The Yankees are caught in a cycle of relying on free agency to remain in contention. When the 2008-09 Sabathia/Teixeira free agent class started to fade, there was the 2013-14 Ellsbury/Tanaka class. The Bombers missed the postseason last year and responded the only way they know how, by spending money. The players they invested in did not provide the desired impact — back to the playoffs! — and that means the Yankees are going to do what now? Agree to another $400M worth of contracts this winter? That only continues the cycle with no guarantee of a return to contention, as we’ve learned this year.

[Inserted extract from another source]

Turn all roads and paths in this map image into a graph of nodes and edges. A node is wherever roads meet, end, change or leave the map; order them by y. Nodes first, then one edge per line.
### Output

Free agency is no longer a one stop shop that can turn a team around in a winter. That doesn’t mean it isn’t useful, it obviously is, but it can’t be everything for the Yankees going forward. Not anymore. The game of baseball has changed these last few years but the Yankees have stayed the same and they’re being left behind. The standings don’t lie. The farm system needs to be more productive, the free agent signings they do make have to be better, and the trades have to be smarter. Remember when they added Nick Swisher and Curtis Granderson, both smack in the primes of their careers? Those moves were awesome. Taking on a bunch of money to get Vernon Wells? Not so much.
Personally, I believe the Yankees need to do a better job of focusing on depth, from the top of the roster to the very bottom. No more bad players. No more Brian Robertses and Ichiro Suzukis, who we all know aren’t going to work out the day the contract is signed. Those types of moves have to stop. I know it’s much easier said than done. Believe me. Also, the Yankees should absolutely bury the competition whenever another Tanaka or Jose Abreu comes along. That’s where you flex your financial muscle in free agency. Not tacking on a third year so you can outbid the Diamondbacks for 37-year-old Beltran.

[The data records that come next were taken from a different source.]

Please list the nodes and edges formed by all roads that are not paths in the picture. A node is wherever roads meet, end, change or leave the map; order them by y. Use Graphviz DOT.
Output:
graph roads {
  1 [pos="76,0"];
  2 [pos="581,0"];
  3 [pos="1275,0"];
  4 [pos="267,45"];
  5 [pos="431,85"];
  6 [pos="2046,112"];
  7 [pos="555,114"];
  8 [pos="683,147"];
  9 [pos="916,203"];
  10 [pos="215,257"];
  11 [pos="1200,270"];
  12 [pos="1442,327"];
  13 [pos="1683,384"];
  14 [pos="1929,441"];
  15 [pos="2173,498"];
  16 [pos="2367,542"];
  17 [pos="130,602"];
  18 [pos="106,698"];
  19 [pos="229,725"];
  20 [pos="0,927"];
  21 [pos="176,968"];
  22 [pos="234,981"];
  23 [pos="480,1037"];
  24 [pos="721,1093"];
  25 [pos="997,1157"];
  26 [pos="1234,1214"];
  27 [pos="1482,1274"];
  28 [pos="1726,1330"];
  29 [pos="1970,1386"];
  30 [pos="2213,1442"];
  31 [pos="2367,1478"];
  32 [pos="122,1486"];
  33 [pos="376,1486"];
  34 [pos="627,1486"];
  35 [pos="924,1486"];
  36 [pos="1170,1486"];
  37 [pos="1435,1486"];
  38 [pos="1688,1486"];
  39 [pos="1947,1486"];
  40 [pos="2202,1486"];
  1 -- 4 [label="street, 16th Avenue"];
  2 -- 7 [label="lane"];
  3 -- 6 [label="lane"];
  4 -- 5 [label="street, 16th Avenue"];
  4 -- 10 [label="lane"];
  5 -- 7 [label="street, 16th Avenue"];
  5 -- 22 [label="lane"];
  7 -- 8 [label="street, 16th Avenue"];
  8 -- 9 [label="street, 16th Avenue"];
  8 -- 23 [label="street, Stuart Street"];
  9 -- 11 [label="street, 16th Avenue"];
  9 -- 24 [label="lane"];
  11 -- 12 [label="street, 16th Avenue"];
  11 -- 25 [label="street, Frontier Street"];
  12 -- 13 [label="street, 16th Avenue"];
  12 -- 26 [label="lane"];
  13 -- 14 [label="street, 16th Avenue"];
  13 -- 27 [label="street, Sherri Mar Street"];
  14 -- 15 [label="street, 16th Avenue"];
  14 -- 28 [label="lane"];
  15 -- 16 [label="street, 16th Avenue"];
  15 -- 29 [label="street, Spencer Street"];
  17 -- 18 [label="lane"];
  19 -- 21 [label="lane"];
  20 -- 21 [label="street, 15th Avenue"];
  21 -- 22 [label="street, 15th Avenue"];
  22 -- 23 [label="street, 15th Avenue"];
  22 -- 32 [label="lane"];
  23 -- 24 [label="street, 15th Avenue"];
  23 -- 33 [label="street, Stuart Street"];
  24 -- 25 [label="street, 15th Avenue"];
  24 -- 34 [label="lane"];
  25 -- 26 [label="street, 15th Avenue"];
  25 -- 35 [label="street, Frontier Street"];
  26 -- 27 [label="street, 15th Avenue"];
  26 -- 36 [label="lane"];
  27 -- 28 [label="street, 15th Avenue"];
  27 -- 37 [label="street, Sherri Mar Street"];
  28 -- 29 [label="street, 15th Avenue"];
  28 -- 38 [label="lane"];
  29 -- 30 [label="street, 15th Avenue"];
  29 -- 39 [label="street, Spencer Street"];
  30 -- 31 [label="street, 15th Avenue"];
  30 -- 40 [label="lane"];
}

I don’t believe any team with a huge payroll should ever have to endure a prolonged rebuild and, frankly, even if the Yankees wanted to tear it all down, they have little to move anyway. They’ve painted themselves into a corner and getting out won’t be easy or particularly pretty. There is a very strong likelihood things will get worse before they get better. Is Brian Cashman the man to turn things around and get the Yankees back on track? I don’t know but I really have a hard time believing he is at this point. He’s been running the show for an eternity and a different voice may be in order. That doesn’t guarantee improvement, mind you. A new GM could make things even worse, especially if ownership brings in a figurehead GM they can walk all over.

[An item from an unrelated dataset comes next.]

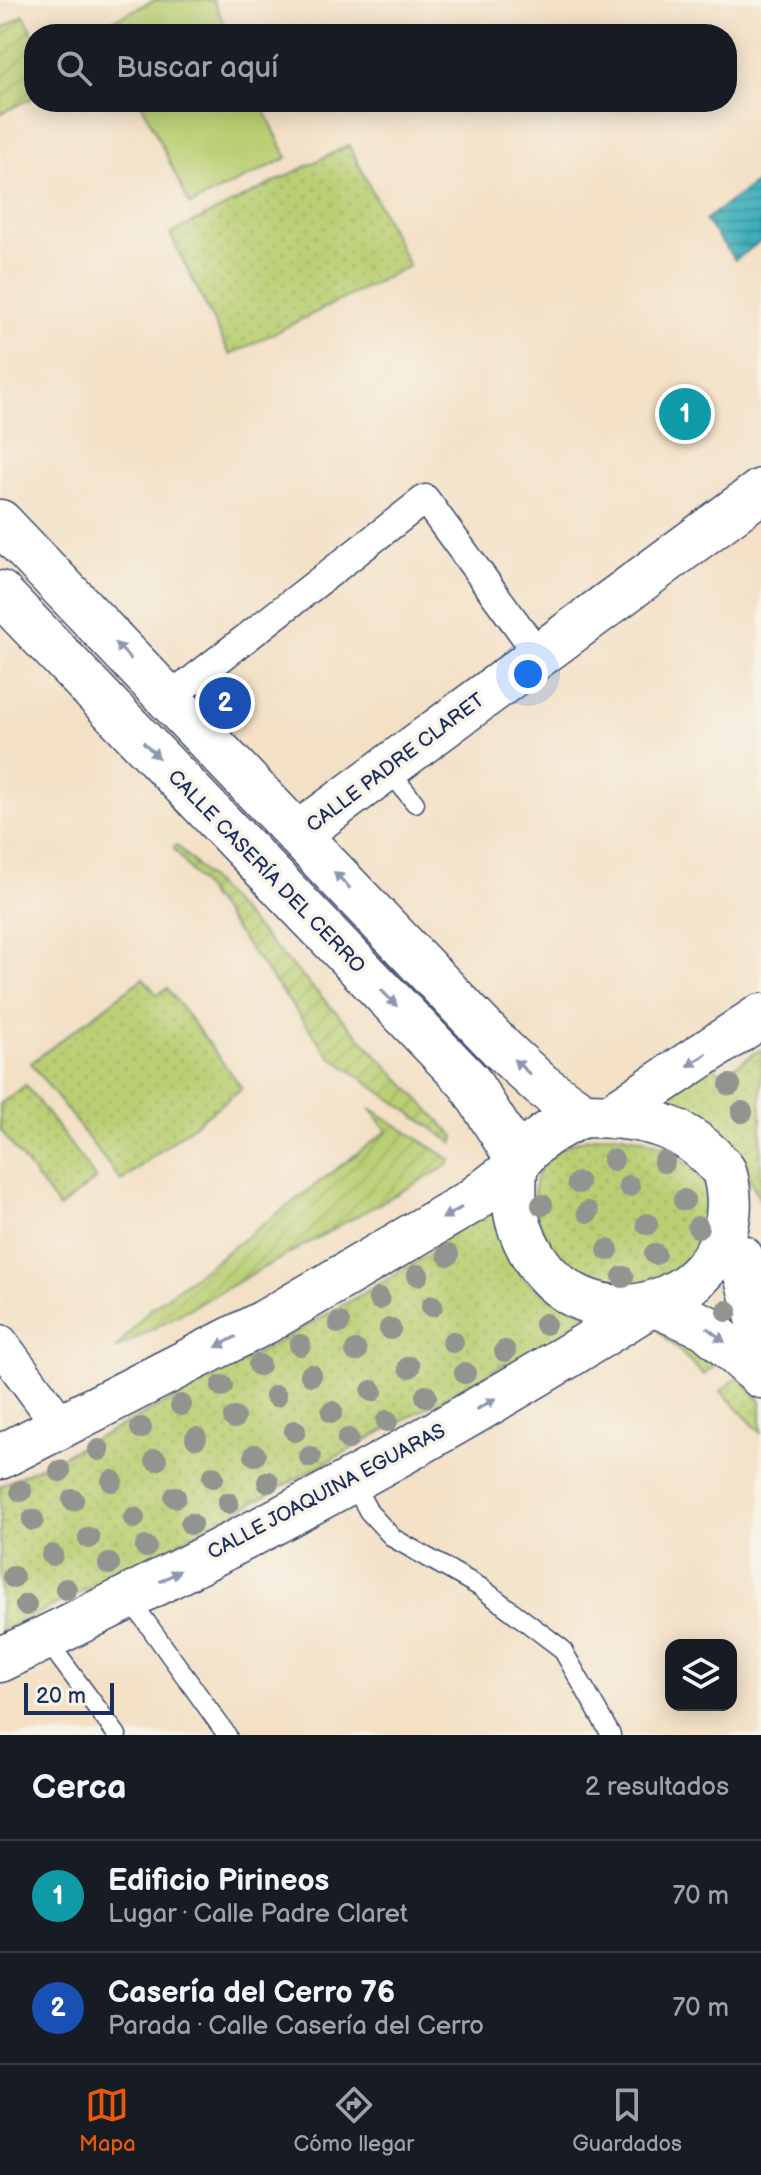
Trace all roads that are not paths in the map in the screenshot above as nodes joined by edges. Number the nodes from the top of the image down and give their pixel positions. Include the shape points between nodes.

Look up and down the roster and there are five, maybe six players I can buy as being part of the solution and the next great Yankees team: Tanaka, Ellsbury, Dellin Betances, Michael Pineda, Brett Gardner, and maybe Martin Prado. I’d add David Robertson to that group if he wasn’t due to become a free agent in a few weeks and I can’t bring myself to include McCann in that group after the season he’s had. The Yankees’ entire team-building philosophy is going to have to change if they want to get back to being a perennial contender because the game is telling them it has to change. Their old way of doing business is painfully outdated and this winter is the time to start getting back up to speed, postseason or no postseason.